The National Association of REALTORS projected the following for 2017:
As of September, existing home sales were at 5.39 million, which is below the yearly projection but is an increase of 0.7% above this August. National reports show that existing home sales have fluctuated monthly since a strong start in January. The median home price of $245,100 was up 4.2% over last year, which is 0.2% better than predicted. September’s price increase is the 67th straight month of year-over-year gains. Interest rates rose through the winter and spring and fell through the summer months. According to Freddie Mac, the 30-year mortgage rate is currently 3.94%, up 0.47% from last year. It does not appear to be able to reach the predicted rate of 4.6% by year’s end. This is good news since the Federal Reserve has threatened to increase interest rates over the past two years. As of September, employment rates look relatively stable year to year.
Hampton Roads Market
It has been a good year for the Hampton Roads economy. According to Old Dominion University Economics Professor, Robert McNab, Hampton Roads has seen positive signs of growth in all the major areas. Defense spending has increased slightly, and Congress is expected to pass a bigger defense budget which will increase jobs in 2018. The port has seen an increase in volume along with the housing market and ongoing developments in Downtown Norfolk. These are all positive factors that will continue to grow our economy.
Active listings for the Hampton Roads area, as of September, were down 4.74% to 12,879. The limited supply increased the median list price by 6.62% year-to-year. Year-to-date sales for 2017 are up 3.22% over last year-to-date, while the median sale price is up 2.27% and days on market are down 7.5% year-to-year.
New construction can be seen throughout Hampton Roads. In September, new construction listings were up 8.33% over last year, and the median list price was up 4.08%. Sales are continuing to remain strong compared to last year. The change in units is less than a 1% increase, and the median sale price is less than a 1% decrease. Therefore, the number of sales and sale prices are relatively stable year-to-year.
Hot Real Estate Topics
Flood insurance was a big topic this year with the aftermath of Hurricane Matthew and the impact of rising sea levels. After Hurricane Matthew, many neighborhoods that had never seen flooding before were severely damaged and are still recovering one year later. This year Hurricanes Jose and Maria impacted the area. According to CoreLogic, Hampton Roads is among the top five areas in the country at a high risk for storm surge. You would think that with all the recent damage and emphasis on flooding in the area that flood insurance policies would be the norm for most homeowners; however, this is not the case.
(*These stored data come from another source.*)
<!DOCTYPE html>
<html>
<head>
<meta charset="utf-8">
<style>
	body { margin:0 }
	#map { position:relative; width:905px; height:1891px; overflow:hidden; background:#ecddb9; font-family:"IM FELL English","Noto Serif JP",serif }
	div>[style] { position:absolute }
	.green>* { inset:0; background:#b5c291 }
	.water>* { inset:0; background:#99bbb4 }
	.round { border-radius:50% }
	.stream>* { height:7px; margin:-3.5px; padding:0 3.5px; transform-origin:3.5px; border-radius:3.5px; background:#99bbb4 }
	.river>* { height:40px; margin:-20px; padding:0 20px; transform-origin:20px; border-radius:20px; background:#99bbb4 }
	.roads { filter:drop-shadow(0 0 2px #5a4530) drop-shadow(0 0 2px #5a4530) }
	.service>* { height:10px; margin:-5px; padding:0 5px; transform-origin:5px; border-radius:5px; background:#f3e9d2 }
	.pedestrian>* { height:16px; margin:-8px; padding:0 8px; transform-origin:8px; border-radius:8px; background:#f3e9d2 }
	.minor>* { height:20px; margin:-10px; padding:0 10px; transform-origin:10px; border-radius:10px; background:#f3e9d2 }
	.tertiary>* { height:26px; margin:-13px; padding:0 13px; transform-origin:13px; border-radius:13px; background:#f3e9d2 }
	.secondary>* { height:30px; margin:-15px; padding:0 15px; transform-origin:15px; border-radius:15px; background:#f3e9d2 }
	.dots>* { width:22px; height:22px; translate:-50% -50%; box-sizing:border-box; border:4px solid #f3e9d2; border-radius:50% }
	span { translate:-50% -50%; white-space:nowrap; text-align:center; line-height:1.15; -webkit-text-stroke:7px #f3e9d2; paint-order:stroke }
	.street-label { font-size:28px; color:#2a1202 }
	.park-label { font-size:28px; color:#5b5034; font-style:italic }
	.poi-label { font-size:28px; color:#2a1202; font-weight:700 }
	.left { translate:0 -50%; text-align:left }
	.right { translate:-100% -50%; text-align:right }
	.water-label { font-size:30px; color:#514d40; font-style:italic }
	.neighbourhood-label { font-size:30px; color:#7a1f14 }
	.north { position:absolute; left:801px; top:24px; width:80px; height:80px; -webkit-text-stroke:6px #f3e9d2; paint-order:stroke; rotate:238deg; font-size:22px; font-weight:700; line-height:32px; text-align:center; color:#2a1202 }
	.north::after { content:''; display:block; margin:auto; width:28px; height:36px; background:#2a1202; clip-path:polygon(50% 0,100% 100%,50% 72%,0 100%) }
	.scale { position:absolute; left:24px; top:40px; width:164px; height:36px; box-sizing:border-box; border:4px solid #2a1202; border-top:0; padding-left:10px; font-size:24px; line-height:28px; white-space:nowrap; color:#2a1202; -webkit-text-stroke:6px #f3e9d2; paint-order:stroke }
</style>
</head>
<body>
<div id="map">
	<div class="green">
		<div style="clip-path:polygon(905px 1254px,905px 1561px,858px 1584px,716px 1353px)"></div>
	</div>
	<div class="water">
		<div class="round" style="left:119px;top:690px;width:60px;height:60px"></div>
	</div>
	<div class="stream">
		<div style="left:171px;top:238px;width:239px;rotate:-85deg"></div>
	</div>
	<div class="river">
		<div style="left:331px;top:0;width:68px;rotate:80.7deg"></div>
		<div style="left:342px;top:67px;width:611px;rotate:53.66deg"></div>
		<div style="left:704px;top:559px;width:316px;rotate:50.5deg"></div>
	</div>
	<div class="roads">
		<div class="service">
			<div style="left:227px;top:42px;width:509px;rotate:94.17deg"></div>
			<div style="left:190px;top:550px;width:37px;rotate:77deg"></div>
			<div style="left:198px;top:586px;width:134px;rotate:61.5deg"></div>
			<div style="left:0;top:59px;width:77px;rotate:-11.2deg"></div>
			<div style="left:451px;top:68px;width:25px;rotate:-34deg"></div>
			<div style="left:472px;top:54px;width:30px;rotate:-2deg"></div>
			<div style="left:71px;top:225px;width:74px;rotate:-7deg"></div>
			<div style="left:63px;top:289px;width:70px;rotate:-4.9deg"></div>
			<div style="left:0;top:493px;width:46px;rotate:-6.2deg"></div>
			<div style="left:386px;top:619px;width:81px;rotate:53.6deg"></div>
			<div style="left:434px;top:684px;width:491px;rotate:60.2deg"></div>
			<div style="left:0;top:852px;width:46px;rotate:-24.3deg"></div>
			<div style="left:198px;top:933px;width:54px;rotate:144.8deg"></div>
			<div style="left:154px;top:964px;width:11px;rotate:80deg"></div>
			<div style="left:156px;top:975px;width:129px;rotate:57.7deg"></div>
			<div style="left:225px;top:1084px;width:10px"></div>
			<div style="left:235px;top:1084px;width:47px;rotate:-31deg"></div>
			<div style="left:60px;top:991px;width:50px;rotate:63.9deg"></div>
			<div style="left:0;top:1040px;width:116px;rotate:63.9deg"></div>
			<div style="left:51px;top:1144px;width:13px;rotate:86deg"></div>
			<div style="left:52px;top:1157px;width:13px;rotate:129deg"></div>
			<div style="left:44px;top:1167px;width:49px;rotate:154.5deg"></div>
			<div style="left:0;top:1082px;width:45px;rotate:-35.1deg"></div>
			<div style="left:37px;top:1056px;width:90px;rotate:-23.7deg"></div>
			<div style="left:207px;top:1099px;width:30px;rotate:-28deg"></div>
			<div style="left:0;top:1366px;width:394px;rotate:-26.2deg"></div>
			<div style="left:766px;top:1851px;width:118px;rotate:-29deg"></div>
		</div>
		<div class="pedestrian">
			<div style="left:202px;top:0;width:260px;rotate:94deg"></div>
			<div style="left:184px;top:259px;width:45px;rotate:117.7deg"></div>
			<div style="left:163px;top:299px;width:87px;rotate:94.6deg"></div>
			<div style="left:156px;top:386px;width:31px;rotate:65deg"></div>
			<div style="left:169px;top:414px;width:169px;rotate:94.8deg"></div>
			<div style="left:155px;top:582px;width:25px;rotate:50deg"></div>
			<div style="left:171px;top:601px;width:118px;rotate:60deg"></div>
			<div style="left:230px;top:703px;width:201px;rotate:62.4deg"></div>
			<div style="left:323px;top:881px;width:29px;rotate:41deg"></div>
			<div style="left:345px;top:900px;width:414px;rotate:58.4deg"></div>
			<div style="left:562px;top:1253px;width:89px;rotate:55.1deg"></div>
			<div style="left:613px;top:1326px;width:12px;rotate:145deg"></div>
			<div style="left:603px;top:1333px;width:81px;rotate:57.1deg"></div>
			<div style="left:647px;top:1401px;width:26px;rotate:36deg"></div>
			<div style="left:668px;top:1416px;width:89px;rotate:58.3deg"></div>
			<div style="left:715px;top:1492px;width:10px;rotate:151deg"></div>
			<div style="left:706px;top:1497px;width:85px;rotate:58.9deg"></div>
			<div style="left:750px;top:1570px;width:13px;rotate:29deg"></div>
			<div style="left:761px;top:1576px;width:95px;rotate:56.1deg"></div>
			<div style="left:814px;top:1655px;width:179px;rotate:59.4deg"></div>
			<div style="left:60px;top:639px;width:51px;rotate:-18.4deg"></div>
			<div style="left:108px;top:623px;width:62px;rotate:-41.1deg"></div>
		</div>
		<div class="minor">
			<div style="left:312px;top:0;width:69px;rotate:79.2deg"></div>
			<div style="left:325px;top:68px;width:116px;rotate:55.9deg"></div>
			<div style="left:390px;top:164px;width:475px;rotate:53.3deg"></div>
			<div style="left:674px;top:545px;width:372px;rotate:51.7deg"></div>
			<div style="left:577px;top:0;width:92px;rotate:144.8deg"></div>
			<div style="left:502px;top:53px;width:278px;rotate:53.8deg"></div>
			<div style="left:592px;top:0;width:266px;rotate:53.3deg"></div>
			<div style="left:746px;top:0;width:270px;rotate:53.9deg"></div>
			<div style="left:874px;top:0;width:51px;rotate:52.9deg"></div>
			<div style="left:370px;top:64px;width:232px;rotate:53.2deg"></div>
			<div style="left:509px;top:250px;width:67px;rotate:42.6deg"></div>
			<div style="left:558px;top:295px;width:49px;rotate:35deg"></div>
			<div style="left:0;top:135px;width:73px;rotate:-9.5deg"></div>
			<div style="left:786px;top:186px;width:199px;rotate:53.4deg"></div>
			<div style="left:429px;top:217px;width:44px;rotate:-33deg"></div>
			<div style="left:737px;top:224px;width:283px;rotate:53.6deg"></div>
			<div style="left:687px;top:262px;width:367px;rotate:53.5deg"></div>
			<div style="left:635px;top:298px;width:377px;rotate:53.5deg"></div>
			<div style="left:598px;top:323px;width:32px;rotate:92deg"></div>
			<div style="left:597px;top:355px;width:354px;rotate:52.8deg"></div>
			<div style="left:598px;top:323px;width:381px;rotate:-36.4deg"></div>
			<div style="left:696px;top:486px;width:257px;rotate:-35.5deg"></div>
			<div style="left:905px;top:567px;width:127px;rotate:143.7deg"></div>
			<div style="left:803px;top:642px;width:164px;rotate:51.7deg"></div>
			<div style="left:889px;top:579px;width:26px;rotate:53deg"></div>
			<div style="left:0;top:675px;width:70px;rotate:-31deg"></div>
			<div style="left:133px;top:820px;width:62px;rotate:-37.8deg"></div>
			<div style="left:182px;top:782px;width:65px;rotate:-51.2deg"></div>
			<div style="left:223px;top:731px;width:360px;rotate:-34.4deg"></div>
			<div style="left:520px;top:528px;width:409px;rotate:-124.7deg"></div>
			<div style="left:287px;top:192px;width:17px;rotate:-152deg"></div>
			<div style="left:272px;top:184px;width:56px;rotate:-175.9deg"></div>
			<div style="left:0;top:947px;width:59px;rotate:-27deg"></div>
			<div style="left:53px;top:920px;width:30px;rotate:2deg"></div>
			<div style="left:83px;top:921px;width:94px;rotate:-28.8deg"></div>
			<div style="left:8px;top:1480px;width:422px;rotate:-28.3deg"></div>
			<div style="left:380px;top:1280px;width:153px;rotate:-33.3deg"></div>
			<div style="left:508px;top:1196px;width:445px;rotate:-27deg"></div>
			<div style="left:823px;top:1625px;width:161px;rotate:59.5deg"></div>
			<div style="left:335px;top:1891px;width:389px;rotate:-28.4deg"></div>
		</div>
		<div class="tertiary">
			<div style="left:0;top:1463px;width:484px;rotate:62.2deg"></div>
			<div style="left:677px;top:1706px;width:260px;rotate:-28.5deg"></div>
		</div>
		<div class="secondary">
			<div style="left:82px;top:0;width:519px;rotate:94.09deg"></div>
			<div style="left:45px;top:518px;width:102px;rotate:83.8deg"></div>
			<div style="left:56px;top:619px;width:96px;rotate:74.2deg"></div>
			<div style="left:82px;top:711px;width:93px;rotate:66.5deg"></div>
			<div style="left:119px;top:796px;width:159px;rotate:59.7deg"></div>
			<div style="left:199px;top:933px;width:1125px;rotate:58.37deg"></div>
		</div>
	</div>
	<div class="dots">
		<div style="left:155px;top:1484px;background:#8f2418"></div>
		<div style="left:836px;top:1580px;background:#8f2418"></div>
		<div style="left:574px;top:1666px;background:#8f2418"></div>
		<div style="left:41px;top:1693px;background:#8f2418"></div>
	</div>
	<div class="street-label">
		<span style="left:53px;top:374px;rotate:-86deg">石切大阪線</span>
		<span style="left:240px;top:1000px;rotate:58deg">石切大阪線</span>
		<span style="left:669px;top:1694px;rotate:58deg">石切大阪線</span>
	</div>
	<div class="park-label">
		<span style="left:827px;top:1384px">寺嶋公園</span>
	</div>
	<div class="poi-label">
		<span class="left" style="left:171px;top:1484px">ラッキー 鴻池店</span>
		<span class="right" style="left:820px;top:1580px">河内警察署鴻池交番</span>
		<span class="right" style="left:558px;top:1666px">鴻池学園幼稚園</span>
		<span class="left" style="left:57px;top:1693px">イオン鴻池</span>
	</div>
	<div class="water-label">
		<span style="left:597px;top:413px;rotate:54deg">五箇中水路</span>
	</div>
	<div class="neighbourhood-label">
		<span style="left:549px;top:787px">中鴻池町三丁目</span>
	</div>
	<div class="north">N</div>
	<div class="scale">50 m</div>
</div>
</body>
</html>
Over the past five years, fewer homes in the area are covered. Homeowners with federally insured mortgages must carry at least a national flood insurance plan if they are in a flood zone. The homeowners without a federally backed mortgage are the ones letting their policies lapse because of the increasing premium rates. As more people drop their policies, fewer are paying into the fund to cover losses like what we have just seen in Texas and Florida. The large losses and fewer policies will create a burden for those currently paying into the fund. December will determine the future of FEMA since the government must decide how the agency will be funded.
This year was a strong year for the local economy and real estate market. Housing inventory is low, which increased sale prices. Changing interest rates had no impact, and new construction is a player in the market but has remained stable over the past three years. Looking at the trends since 2016, I would predict that 2018 will be similar to the past two years with low inventory, short market times, and stable to increasing sale prices.